Dabei kommen, je nachdem wie die örtliche Telekommunikationsinfrastruktur ausgebaut ist, verschiedene DSL-Verfahren zum Einsatz. Je länger die benötigte Kabellänge von der Verteilerstation zur Telefondose in der Wohnung ist, umso niedriger ist die schaltbare Geschwindigkeit.
In den größeren Städten mit einem dicht ausgebauten Kupferkabelnetz ist eine hohe Geschwindigkeit meist problemlos zu bekommen, in ländlichen Gegenden dagegen ist die Versorgung selbst mit einem Behelfs-DSL ("DSL light" mit ggf. nur 384kbit/s) nicht immer sichergestellt.
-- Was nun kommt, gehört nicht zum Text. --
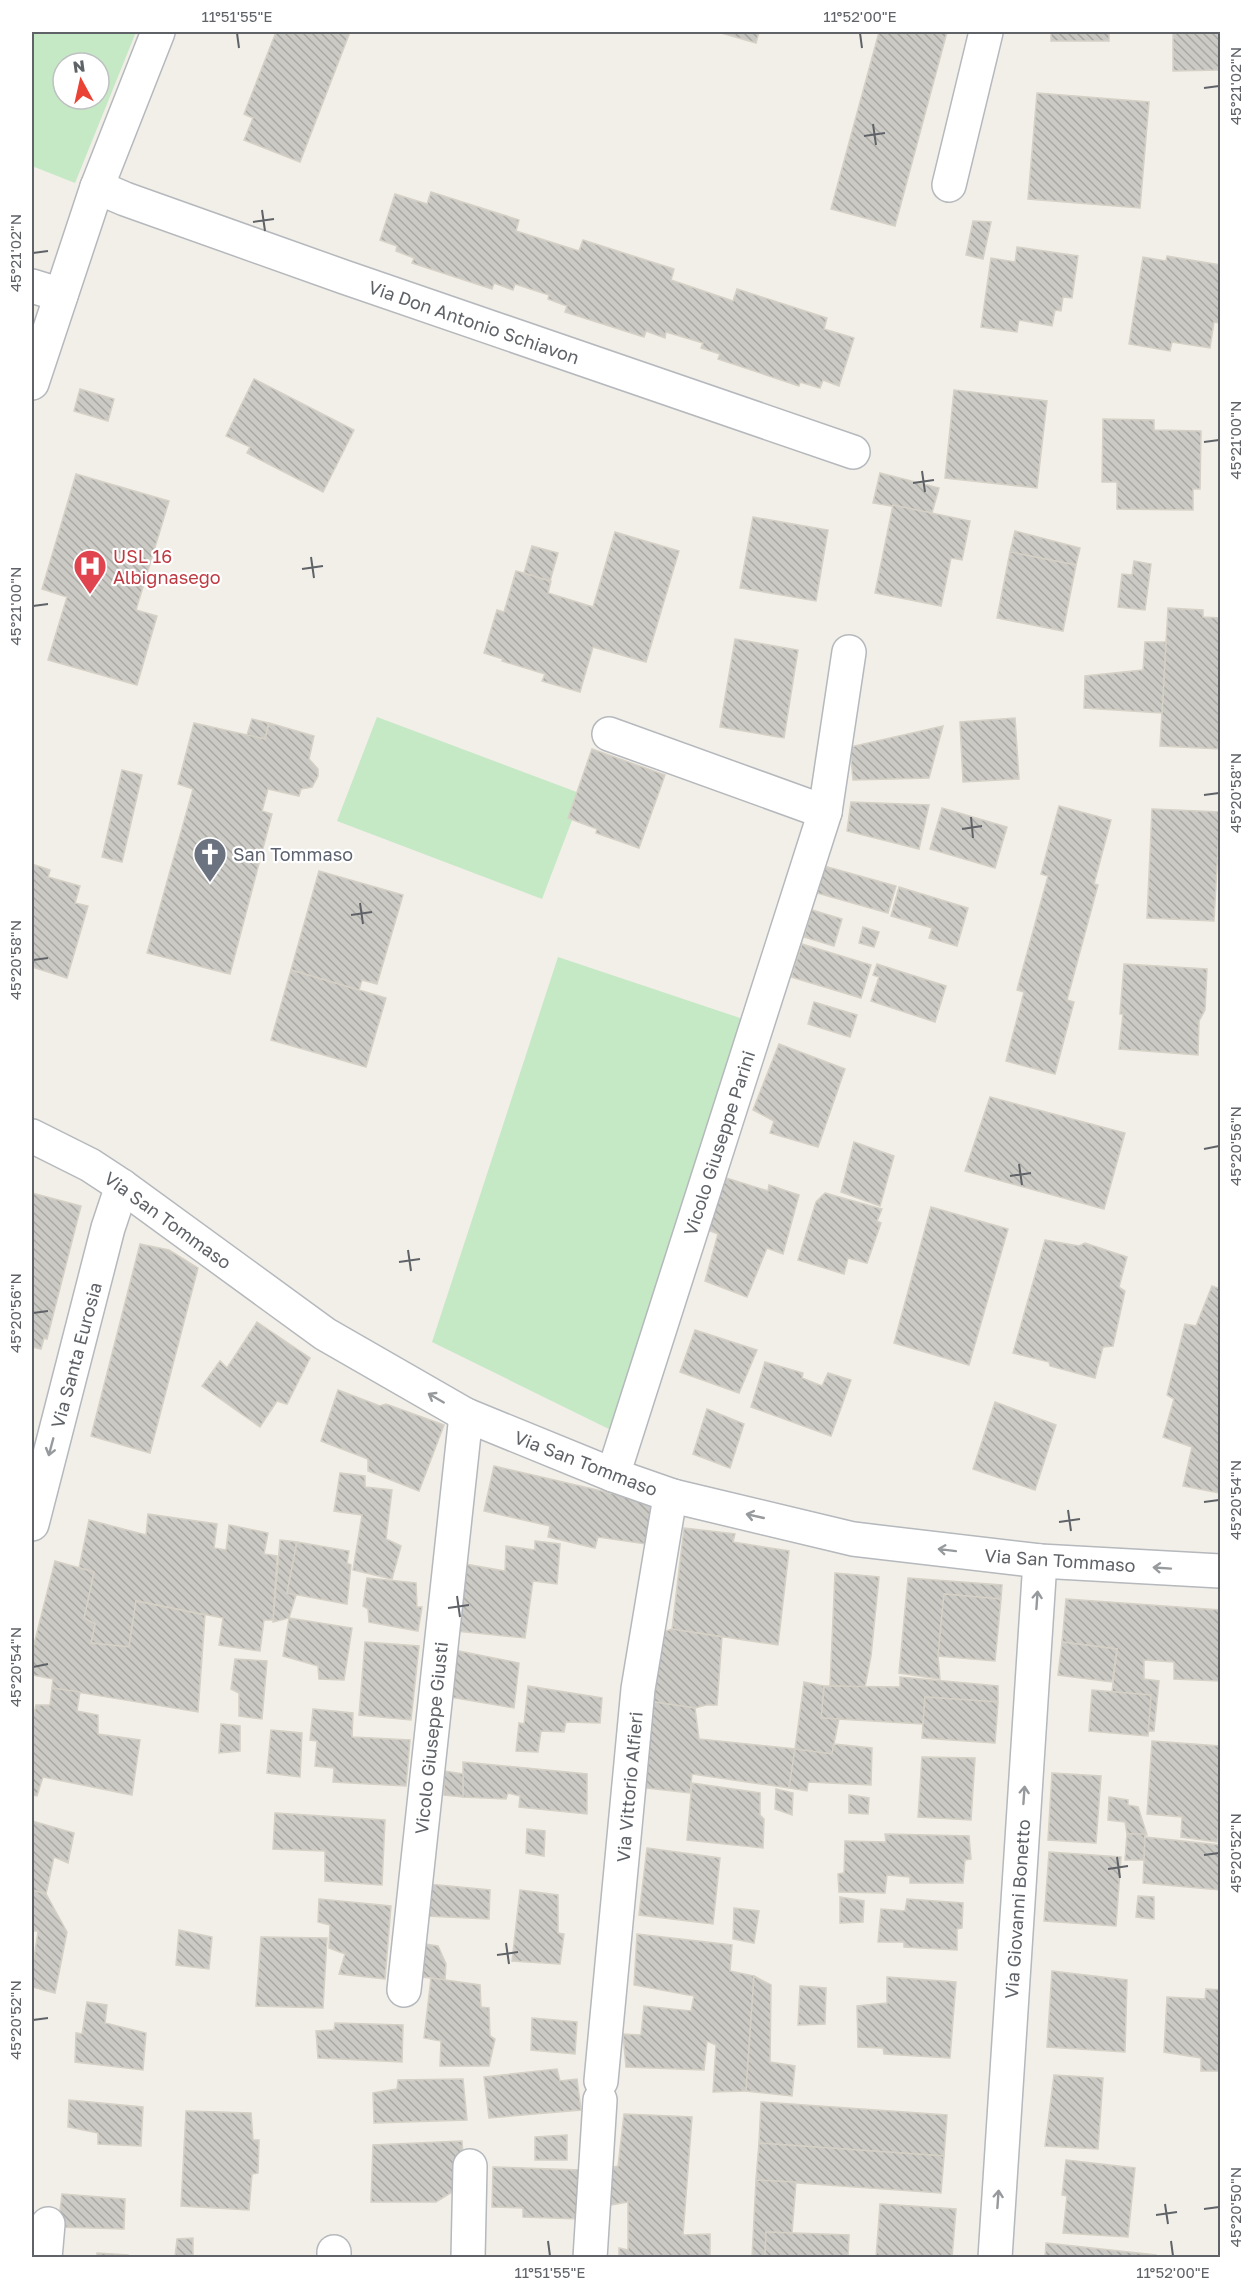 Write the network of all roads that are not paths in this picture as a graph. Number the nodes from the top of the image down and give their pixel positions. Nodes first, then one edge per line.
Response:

Die derzeit schnellste DSL-Variante, VDSL ("very high speed DSL"), ist, Stand Januar 2008, in den ungefähr 30 größten deutschen Städten mit Bandbreiten von 25 bis 50MBit/s über die Deutsche Telekom mit ihren TriplePlay-Produkten "T-Home Entertain Comfort (Plus) VDSL 25" bzw. "T-Home Entertain Comfort (Plus) VDSL 50" erhältlich. Die damit verfügbare Bandbreite reicht für die IPTV-Übertragung in bester HDTV-Qualität sowie für mehrere Zusatzdienste aus.
Alternativ wird in den übrigen Gebieten der Ausbau der bisherigen DSL-Technik (ADSL2+) weiter fortgesetzt. Dies ermöglicht Bandbreiten bis 16MBit/s, auch damit ist IPTV problemlos möglich.
Allen DSL-Varianten gemeinsam ist der prinzipielle Anschluss in der Wohnung. Dabei wird an die Telefondose zuerst eine Frequenzweiche, der "Splitter", angeschlossen, an deren einen Ausgang das bisherige Telefon bzw. das Fax gesteckt wird, an den anderen Ausgang dann das DSL-Modem. Dieses Modem wandelt den Datenstrom zwischen Rechner und Telefonnetz ineinander und ist meistens in einen sogenannten Router integriert. An diesen Router, der gleichzeitig eine Absicherung gegenüber Eindringlingen aus dem Internet bietet, schließt man dann seine PCs, die Set-Top-Box des IPTV-Providers und die weiteren Endgeräte an.